The original fragments of this reconstituted bust vase were unearthed on 15 May 1872, during an excavation campaign carried out at Place Git-le-Coq in Jupille on behalf of the Liégeois Archaeological Institute. The moulded busts, which are stamped onto the globular body of the container, are separated by a decorative relief ring. The effigies – three bearded and three without beards – which have particularly neat hair, are depicted with a hieratic demeanour. Differences appear in the rendering of the face details: the presence or absence of the ears, figuration of the lower lashes or the eyebrows, curly or hatched beard and moustache. The seventh effigy, which has been reconstituted from vases with busts of the same decoration, is a three-headed figuration with four eyes. It stems from Celtic tradition and has been assimilated to Mercury. The deity can be recognised by the two temporal fins implanted in his hair.
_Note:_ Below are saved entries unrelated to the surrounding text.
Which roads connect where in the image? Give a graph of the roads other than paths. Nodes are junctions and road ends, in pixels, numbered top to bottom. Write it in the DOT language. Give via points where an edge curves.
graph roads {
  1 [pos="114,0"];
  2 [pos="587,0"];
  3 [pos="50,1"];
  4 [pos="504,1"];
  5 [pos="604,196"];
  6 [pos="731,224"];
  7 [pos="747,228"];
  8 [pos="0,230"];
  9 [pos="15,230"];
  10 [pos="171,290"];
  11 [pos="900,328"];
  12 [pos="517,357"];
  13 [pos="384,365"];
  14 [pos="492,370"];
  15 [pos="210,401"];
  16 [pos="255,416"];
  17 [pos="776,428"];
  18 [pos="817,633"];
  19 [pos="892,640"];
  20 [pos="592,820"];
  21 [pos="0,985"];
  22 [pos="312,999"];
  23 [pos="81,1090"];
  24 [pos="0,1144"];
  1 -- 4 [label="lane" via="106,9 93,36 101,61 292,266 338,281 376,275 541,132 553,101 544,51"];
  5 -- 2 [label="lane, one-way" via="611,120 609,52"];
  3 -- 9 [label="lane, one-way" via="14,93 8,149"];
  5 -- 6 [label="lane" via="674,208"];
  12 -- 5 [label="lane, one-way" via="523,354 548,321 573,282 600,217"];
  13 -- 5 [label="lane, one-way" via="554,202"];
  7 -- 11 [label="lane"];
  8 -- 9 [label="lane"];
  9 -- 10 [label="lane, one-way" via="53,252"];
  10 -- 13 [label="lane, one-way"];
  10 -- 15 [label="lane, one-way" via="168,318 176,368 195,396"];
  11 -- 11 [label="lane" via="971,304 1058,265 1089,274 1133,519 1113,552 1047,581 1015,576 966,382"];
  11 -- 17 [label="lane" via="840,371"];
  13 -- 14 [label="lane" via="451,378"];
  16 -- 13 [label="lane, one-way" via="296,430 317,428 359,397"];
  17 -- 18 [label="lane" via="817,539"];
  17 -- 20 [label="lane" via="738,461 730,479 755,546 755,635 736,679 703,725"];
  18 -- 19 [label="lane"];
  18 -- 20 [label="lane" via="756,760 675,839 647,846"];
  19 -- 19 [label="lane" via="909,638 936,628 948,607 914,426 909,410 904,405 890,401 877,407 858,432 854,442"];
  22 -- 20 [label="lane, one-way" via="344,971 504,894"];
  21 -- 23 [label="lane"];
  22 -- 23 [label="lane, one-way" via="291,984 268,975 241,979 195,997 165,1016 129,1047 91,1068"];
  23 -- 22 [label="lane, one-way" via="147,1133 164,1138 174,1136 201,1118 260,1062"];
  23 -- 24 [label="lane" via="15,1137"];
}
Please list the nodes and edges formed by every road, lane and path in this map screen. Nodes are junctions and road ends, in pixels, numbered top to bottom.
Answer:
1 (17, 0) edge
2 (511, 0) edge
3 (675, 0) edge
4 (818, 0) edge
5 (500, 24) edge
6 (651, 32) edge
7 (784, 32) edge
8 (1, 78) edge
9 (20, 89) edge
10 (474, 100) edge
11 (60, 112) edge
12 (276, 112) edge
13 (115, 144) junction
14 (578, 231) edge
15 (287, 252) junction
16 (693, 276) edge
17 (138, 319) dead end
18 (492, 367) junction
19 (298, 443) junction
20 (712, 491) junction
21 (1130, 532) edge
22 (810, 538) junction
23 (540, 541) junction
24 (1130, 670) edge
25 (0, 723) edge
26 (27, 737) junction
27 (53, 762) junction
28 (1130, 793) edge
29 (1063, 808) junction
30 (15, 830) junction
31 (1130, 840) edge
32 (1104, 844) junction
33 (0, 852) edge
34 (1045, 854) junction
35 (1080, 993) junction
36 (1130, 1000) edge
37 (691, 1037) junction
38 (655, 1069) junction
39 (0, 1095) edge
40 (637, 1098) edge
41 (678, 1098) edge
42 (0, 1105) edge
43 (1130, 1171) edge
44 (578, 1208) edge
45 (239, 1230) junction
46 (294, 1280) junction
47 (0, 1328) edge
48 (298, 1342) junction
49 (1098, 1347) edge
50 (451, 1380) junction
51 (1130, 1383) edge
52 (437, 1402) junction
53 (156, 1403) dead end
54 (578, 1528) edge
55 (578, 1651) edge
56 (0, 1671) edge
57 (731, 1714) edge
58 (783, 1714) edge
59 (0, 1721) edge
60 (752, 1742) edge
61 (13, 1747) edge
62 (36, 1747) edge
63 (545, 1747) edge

In the past, these seven stamped busts have been interpreted – by comparison with the décor of sconces on some Treviri money vases – as being depictions of the planetary deities who presided over the days of the week: Saturn, Sol, Luna, Mars, Mercury, Jupiter and Venus. Their true meaning remains a mystery to this day, due to the absence of distinctive attributes.
In the iconographic repertory of bust vases, Mercury is also represented standing, sitting on a goat or as part of an architectural decoration. He holds a bag and a caduceus in his hands and is sometimes surrounded by his symbolic animals: a goat, a cock and a snake. The decoration of the perimeter of bust vases was sometimes limited to three, four or six effigies.
This category of vases, which is linked to domestic cults, was mainly produced in the region of Bavay (Department of Nord, France), the ancient city of the Nervians, between the first and third century of the common era. Dispensaries located in Blicquy and Tournai, in the province of Hainaut, also modelled this type of vase for local distribution.